Saturday, June 9, 2012

The Best Ways to Waste Time on a Trip

People always ask me why I don't do more activities while on bike racing trips.

"Oh, you went to Tulsa? Did you go to insert tourist attraction here? How about here?"

The answer is no. I see about four things per crit trip. One- Wherever I bike ride easy in the morning. Two- The race courses. Three- The grocery store. Four- Bad movies.

Many of the crits that we go to are in the nighttime. It makes sense for spectators and when fireworks go off for the last ten minutes of a pitch dark race it is a pretty sensation tingling experience.

dmunson photo
dmunson photo
twitter from someone
However, this nighttime experience has an interesting ratio. For every nighttime crit, there is one entire daytime of nothing. I'd love to hike up Mt Kilimanjaro, but I do not want to get all tired and sore in my upper-butt and lower cankle region. So instead of that, we do this:


We have lots of time to kill. How do we do it?!?!?

It's simple. We hit clocks with hammers. Killing time. Like in the movie Hook. Speaking of the movie Hook, I have a hard time believing the physical accomplishments by Robin Williams in that movie. He is a pudgy, soft, hardly exercised lawyer of some sort and then he gets all Rufio and swings from trees and stuff? Really though, I know he's Peter Pan and all that jazz. But how does a slightly out-of-shape hombre like Robin Williams all of a sudden be all limber and yoga-like?
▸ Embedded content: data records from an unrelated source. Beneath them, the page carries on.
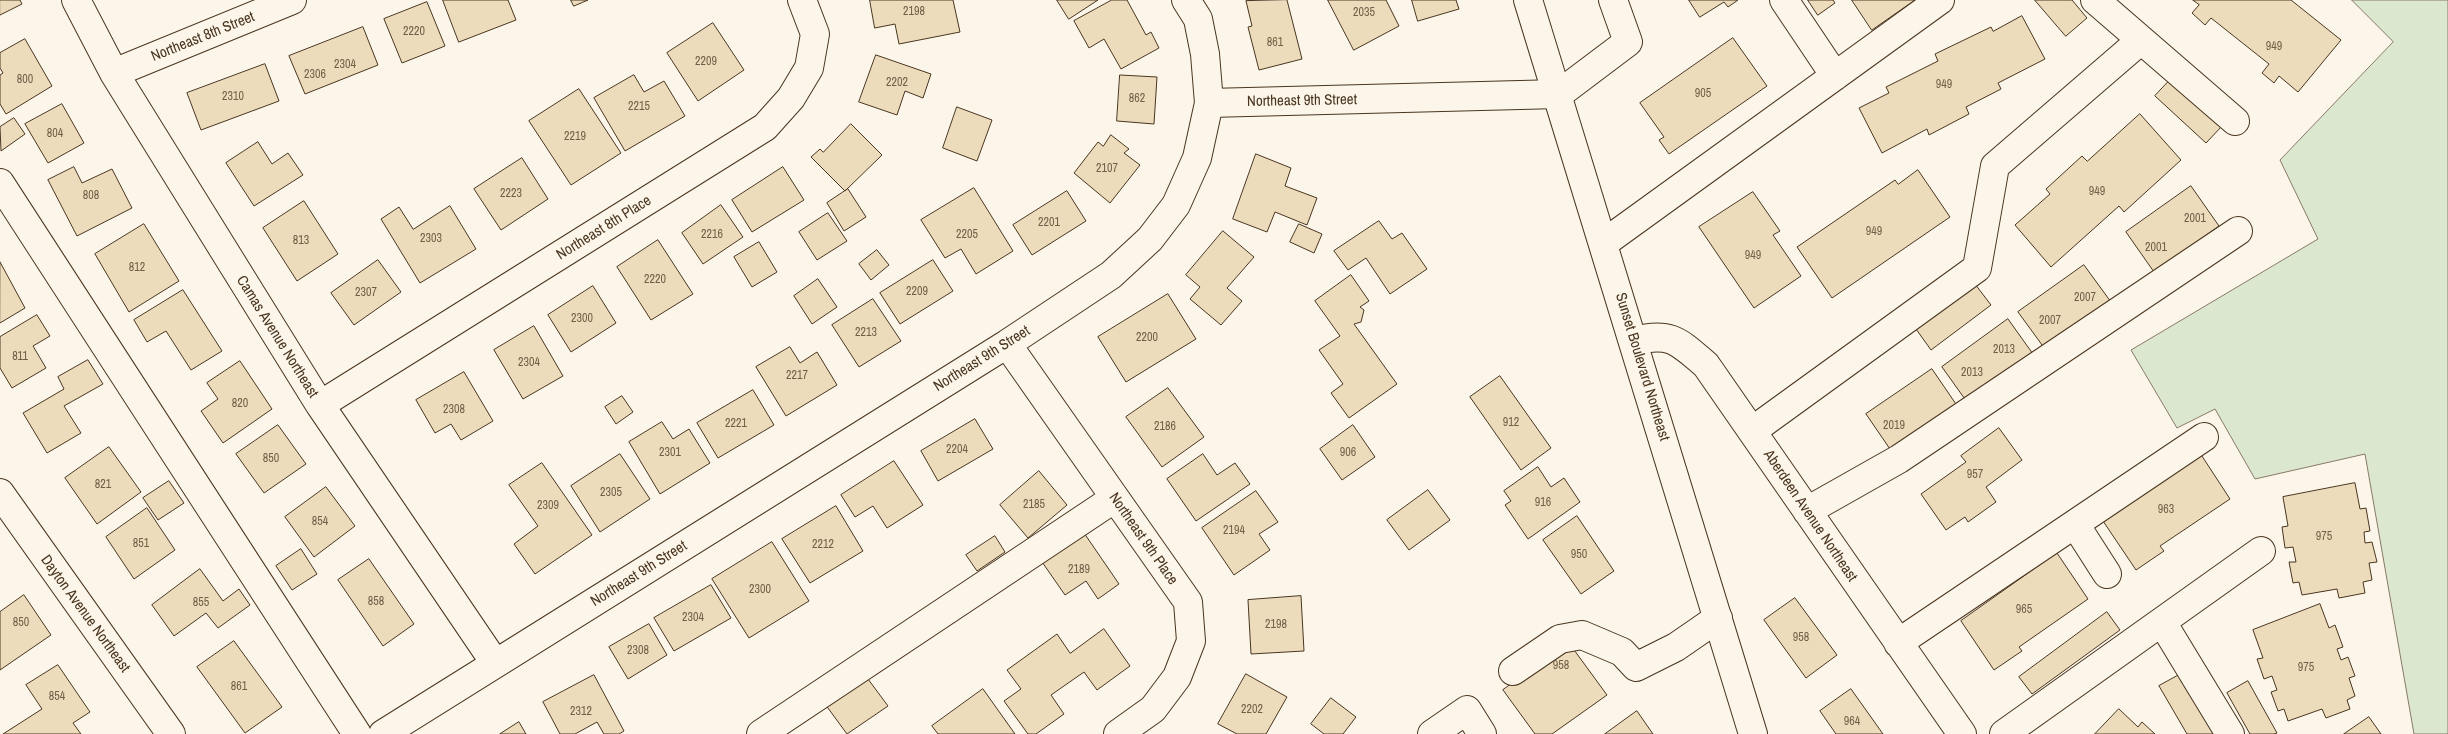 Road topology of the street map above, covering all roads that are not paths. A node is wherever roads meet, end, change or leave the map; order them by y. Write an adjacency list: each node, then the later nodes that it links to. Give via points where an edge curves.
1 (76, 0): 11 (street, Camas Avenue Northeast)
2 (292, 0): 11 (street, Northeast 8th Street)
3 (802, 0): 21 (street, Northeast 8th Place, via 816,34 810,68 791,98 765,127)
4 (1186, 0): 14 (street, via 1198,19)
5 (1528, 0): 13 (street, Sunset Boulevard Northeast)
6 (1613, 0): 13 (street, via 1628,42)
7 (1784, 0): 12 (street)
8 (1940, 0): 12 (street)
9 (2095, 0): 10 (street)
10 (2140, 41): 15 (street); 22 (street, via 1995,166 1976,268)
11 (114, 73): 21 (street, Camas Avenue Northeast)
12 (1835, 76): 18 (street)
13 (1559, 94): 14 (street, Northeast 9th Street); 18 (street, Sunset Boulevard Northeast)
14 (1209, 103): 20 (street, Northeast 9th Street, via 1197,158 1176,204 1150,239 1111,274)
15 (2235, 122)
16 (0, 183): 36 (street)
17 (2238, 231): 26 (street, via 1899,459)
18 (1604, 243): 19 (street, Sunset Boulevard Northeast)
19 (1634, 340): 22 (street, Aberdeen Avenue Northeast, via 1654,335 1676,340 1706,365); 30 (street, Sunset Boulevard Northeast)
20 (1007, 344): 25 (street, Northeast 9th Place); 33 (street, Northeast 9th Street)
21 (320, 405): 33 (street, Camas Avenue Northeast)
22 (1752, 431): 26 (street, Aberdeen Avenue Northeast)
23 (2204, 437): 27 (street)
24 (0, 493): 35 (street, Dayton Avenue Northeast)
25 (1115, 498): 38 (street); 39 (street, Northeast 9th Place, via 1188,602 1191,641 1177,677 1153,709)
26 (1807, 511): 32 (street, Aberdeen Avenue Northeast)
27 (2075, 524): 29 (street); 32 (street)
28 (2262, 551): 31 (street)
29 (2108, 574)
30 (1718, 618): 34 (street, via 1676,647 1636,667 1622,652 1582,635 1560,639); 42 (street, Sunset Boulevard Northeast)
31 (2162, 622): 44 (street); 45 (street)
32 (1898, 643): 43 (street, Aberdeen Avenue Northeast)
33 (495, 663): 37 (street, Northeast 9th Street)
34 (1513, 671)
35 (171, 734)
36 (357, 734)
37 (383, 734)
38 (761, 734)
39 (1118, 734)
40 (1432, 734): 41 (street, via 1467,710)
41 (1482, 734)
42 (1753, 734)
43 (1962, 734)
44 (2004, 734)
45 (2230, 734)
No se.


Ok, enough. I have composed a list in my mind which has then gone from my mind through my brain canal down my neck towards my shoulders, then crawls slowly down my biceps to forearms and finally through my palms and out of my fingertips onto my keyboard. Here is that list of ways to waste time on a trip. Use these for any sort of trip. A business trip? Use this list. Family vacation? Use this list. Prison? Probably can't use this list, sorry.

1) I'm going to start basic for you. Sleep as much as you possibly can. This means eye masks, earplugs, Hammer REM caps, Chamomile tea, Gypsy potions, blessings from Buddha, gag Danny so he can't talk, disconnect David's phone (he carries around a wired telephone, it's weird), and make sure Steve does not watch cyclingfans videos too loud.

2) COFFEE. Holy F. Our house has a coffee machine where all I have to do is push ONE button. Then coffee gets itself all grinded and ish, then it whirs and purrs, and then coffee comes out. Then I leave and it cleans itself. After I finish this one, I go to a coffee shop on my bicycle.

3) Learning new words! Danny has #socalstyle so we learn things while spending time with him. Here are my new words:
  • Dank- This seems to replace good, high quality, or cool. This is a truly dank, respectable coffee shop.
  • Chill - Very versatile. It could mean cool. It could also mean calm-down. It also represents it's ok. This is a very chill coffee shop.
  • Dirty- Surprise! This means good things! Dirty tends to be used in a food-manner. Dirty can describe a drink, or a muffin, all in good ways. Dirty is sooo good in appearance. Dirty is SICK. Dude, that's a dirty pastry, I'm into it.
  • Harshing- To hate on something? I'm not trying to harsh your vibe, but those socks aren't tall enough. 
Or, let's get crazy!

I'm not harshing on your choice, but this dank neighborhood coffee shop has chill employees and has dirty muffins! 

(Not to say that your choice is invalid, but this high-quality local coffee shop hires simply the best baristas and they bake all of their pastries in house!)

4) Real-life Hunger Games. We race crits at night. We hang around all day. Food is a good distraction from boredom, but it is also a good way to be super hefty the next week. So instead of eating 14 meals throughout the course of the day, we uh, don't. Instead, I see 3 people eating rice cakes right now. SOOooosOoooooo good!

5) Research. We are all gentlemen and scholars, so naturally most of us try and stay educated throughout the course of the day. David reads educational things, like wikipedia. I spent much of my day yesterday reading about Mate and on a similar topic, Bonnie and Clyde. Nothing like learning about old-fashioned gangsters to get you in race mode!

6) Really, really terrible(y) awesome movies. What else to say. Bad movies are better on bike racing trips. Bike racing trips would make the movie about the guy who drove his lawnmower across the US a tolerable movie. Ok, probably not. But American Pie movies are raising the humor level and Ben Stiller was awesome in There is Something About Mary (before he sold out and started doing lame movies). Speaking of movies, if I were to be one movie character I would definitely be Sid from the movie Ice Age. Sid is a great guy and really understands the value of friendship and determination.

1 comment:

  1. You might want to cross-check urbandictionary.com on some of your socal lingo.